Видно, что приведенная на рис. 12 общая модель обеспечения ИБ организации есть некоторая рациональная композиция процедур, механизмов и методов, рассмотренных выше, почему и нет необходимости подробно ее описывать. Это в известном смысле «идеальная» модель обеспечения ИБ организации. Реальные потребности организации могут ее изменять, усиливая одни компоненты и ослабляя либо исключая другие компоненты. Однако основная проблема практической реализации модели состоит не в этом, а в сложности ее интеграции в сложившийся в организации набор практик менеджмента различными аспектами ее деятельности.
1.3.12. Проблемы практической реализации модели обеспечения ИБ организации
Любая организация в процессе своей деятельности накапливает набор практик, обеспечивающих реализацию тех или иных ее потребностей. В совокупности они составляют сбалансированную естественным образом самой организацией систему менеджментов. Как правило, это уникальная система, отражающая конкретную практику конкретной организации. В том числе, если речь не идет об организации, создаваемой заново, в этой практике есть и уже сложившаяся система обеспечения ИБ, также уникальная. В этой связи успех или неуспех практической реализации рассмотренной модели ИБ в организации будет определяться тем, насколько она «гармонизирована» со сложившейся практикой.
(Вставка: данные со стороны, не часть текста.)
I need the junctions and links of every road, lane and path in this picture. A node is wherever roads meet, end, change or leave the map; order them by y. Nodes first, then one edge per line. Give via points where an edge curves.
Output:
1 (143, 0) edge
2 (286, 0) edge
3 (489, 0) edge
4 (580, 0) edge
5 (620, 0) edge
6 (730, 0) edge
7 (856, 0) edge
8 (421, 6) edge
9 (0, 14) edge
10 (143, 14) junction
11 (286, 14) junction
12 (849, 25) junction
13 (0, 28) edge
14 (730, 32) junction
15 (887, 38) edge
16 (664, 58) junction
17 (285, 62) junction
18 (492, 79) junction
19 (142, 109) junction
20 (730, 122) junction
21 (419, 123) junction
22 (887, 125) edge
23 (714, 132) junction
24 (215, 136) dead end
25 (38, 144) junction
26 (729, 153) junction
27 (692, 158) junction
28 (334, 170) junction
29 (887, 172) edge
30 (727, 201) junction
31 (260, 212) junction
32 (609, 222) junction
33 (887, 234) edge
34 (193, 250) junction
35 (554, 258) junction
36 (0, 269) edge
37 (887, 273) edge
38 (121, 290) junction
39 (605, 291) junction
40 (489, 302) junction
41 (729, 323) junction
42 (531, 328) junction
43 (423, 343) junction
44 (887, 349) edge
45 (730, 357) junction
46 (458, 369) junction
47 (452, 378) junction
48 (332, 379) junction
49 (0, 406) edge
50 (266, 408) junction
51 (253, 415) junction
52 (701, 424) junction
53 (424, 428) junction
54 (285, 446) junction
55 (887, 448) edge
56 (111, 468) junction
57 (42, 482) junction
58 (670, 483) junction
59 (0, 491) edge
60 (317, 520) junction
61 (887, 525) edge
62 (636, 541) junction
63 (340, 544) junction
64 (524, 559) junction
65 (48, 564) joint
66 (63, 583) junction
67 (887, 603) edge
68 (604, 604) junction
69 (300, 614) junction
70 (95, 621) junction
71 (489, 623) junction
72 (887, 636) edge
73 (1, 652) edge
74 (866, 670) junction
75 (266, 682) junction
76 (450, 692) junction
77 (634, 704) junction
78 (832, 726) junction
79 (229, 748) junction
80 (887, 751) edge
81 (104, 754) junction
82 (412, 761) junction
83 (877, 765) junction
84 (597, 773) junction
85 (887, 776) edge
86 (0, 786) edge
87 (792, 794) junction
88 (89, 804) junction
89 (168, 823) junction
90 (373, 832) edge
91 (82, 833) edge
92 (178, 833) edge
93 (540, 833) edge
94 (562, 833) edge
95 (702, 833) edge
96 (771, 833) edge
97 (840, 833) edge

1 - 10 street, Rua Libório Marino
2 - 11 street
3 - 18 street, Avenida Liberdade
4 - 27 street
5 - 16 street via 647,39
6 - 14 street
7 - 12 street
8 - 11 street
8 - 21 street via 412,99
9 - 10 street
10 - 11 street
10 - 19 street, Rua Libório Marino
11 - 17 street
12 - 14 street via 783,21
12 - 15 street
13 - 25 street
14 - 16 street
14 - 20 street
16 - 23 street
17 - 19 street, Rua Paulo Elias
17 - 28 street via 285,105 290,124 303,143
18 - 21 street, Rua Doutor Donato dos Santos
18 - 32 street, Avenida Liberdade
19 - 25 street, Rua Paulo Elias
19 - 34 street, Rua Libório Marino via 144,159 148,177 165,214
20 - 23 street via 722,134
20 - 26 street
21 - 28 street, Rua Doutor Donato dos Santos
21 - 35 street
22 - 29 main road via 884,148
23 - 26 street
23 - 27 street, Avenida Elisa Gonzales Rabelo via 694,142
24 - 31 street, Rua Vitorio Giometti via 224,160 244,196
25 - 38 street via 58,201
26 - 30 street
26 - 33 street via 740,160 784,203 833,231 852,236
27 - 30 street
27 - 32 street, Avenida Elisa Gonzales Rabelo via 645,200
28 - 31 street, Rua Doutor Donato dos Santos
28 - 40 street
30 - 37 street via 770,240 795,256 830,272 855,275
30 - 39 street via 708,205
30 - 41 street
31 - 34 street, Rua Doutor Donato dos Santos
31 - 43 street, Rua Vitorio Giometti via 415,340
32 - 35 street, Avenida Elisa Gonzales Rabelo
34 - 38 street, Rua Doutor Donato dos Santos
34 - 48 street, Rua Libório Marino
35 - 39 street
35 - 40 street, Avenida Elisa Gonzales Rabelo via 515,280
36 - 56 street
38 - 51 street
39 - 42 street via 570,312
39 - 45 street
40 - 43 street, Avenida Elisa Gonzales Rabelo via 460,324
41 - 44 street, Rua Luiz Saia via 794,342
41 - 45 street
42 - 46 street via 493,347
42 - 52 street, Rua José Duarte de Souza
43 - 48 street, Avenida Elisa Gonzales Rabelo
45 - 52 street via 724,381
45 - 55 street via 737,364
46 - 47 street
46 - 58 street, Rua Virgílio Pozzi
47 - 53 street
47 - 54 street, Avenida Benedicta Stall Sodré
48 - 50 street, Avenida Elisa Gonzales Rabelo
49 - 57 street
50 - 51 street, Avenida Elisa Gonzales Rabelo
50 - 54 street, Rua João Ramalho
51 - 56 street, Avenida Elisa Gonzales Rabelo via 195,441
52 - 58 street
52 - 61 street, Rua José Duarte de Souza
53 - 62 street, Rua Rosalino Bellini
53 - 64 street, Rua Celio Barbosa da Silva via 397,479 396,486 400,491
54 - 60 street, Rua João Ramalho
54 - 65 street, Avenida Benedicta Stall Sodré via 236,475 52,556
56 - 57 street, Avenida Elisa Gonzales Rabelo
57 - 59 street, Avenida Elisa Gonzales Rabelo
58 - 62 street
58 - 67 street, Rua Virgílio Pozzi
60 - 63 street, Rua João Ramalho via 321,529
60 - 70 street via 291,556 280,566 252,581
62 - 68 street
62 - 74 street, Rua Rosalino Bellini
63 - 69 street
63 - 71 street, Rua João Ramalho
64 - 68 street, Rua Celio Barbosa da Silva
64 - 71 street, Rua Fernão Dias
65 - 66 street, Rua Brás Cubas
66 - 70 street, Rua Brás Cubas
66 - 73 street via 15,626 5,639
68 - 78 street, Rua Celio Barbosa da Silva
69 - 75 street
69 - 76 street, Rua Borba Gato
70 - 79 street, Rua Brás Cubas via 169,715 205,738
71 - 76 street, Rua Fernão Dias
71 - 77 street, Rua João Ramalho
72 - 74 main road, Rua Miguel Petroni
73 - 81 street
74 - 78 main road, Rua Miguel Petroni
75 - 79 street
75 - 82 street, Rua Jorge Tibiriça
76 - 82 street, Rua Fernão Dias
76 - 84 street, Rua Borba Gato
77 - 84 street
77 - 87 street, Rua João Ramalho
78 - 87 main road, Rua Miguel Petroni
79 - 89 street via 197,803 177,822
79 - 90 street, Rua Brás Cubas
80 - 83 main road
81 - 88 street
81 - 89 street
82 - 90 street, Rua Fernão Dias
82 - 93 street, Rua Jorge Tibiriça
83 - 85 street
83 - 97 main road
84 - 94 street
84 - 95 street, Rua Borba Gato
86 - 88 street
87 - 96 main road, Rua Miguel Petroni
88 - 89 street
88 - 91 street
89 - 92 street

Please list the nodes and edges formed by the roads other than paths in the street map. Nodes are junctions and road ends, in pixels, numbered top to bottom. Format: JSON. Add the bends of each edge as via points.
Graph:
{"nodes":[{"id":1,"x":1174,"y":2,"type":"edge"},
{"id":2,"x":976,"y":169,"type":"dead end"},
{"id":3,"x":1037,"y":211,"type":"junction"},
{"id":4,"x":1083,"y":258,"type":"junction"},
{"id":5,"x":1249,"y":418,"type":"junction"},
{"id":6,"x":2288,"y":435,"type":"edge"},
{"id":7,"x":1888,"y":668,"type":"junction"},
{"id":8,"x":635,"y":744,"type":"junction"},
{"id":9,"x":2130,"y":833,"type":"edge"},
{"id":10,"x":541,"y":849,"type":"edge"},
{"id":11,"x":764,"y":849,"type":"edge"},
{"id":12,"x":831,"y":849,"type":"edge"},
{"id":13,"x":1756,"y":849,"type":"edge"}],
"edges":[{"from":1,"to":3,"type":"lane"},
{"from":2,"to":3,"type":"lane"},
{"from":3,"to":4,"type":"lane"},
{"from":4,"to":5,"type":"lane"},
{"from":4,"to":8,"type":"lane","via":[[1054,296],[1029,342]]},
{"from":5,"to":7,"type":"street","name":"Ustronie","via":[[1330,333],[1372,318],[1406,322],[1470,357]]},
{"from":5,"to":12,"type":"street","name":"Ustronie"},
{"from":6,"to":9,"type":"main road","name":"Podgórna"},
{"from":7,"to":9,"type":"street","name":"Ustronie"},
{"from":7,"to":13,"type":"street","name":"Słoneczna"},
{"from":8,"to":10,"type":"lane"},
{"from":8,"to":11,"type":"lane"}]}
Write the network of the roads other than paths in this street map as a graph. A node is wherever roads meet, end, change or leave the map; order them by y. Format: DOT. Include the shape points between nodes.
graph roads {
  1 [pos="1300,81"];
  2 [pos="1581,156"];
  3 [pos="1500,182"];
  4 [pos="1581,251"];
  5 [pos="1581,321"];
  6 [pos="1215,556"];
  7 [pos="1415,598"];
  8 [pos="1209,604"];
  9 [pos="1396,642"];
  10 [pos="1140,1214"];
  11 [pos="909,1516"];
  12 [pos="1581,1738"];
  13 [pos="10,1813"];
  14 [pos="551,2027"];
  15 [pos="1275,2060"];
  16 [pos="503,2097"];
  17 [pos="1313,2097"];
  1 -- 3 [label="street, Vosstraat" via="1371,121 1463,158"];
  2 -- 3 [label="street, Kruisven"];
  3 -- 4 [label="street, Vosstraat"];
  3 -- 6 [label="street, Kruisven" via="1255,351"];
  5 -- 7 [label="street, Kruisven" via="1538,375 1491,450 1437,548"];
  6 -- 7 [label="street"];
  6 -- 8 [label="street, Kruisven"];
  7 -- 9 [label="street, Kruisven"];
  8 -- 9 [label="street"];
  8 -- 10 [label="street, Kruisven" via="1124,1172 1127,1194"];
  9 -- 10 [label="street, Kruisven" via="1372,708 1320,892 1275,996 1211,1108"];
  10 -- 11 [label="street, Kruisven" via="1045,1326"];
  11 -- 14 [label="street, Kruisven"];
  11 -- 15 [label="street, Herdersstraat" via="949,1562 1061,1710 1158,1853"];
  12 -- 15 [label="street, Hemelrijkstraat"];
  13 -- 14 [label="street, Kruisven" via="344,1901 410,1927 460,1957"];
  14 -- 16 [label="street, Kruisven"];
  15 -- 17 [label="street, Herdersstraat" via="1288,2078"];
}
Основные, сильно влияющие на проблему гармонизации аспекты следующие:
— модели, реализуемые в рамках общекорпоративного менеджмента;
— модели внутреннего контроля и аудита организации;
— модели кадрового менеджмента;
— модели совершенствования и управления ИТ-системами организации;
— модели, используемые в бизнес-аналитике организации;
— модели общего риск-менеджмента организации;
— внутренняя нормативная база, определяющая роли и организационные политики организации, а также вопросы владения активами организации;
— стратегический и оперативный уровни управления организацией. Приведенный перечень только основных аспектов влияния на обеспечение ИБ в организации показывает сложность проблемы гармонизации. Очевидно, что ее решение существенно упростится, если методологические основы (платформы) близки или вообще совпадают. Это, однако, не так. Например, часть реально применяемых моделей рассматривают формализуемые ими сущности (объекты, процессы, технологии, виды деятельности и т. д.) как самодостаточные и не учитывают при этом фундаментальный аспект эффективности деятельности; не предполагают сопоставление получаемого результата (эффекта) и потребностей в инвестициях. К подобным моделям относится, например, ISO 9000, подвергаемый суровой критике за эту свою особенность.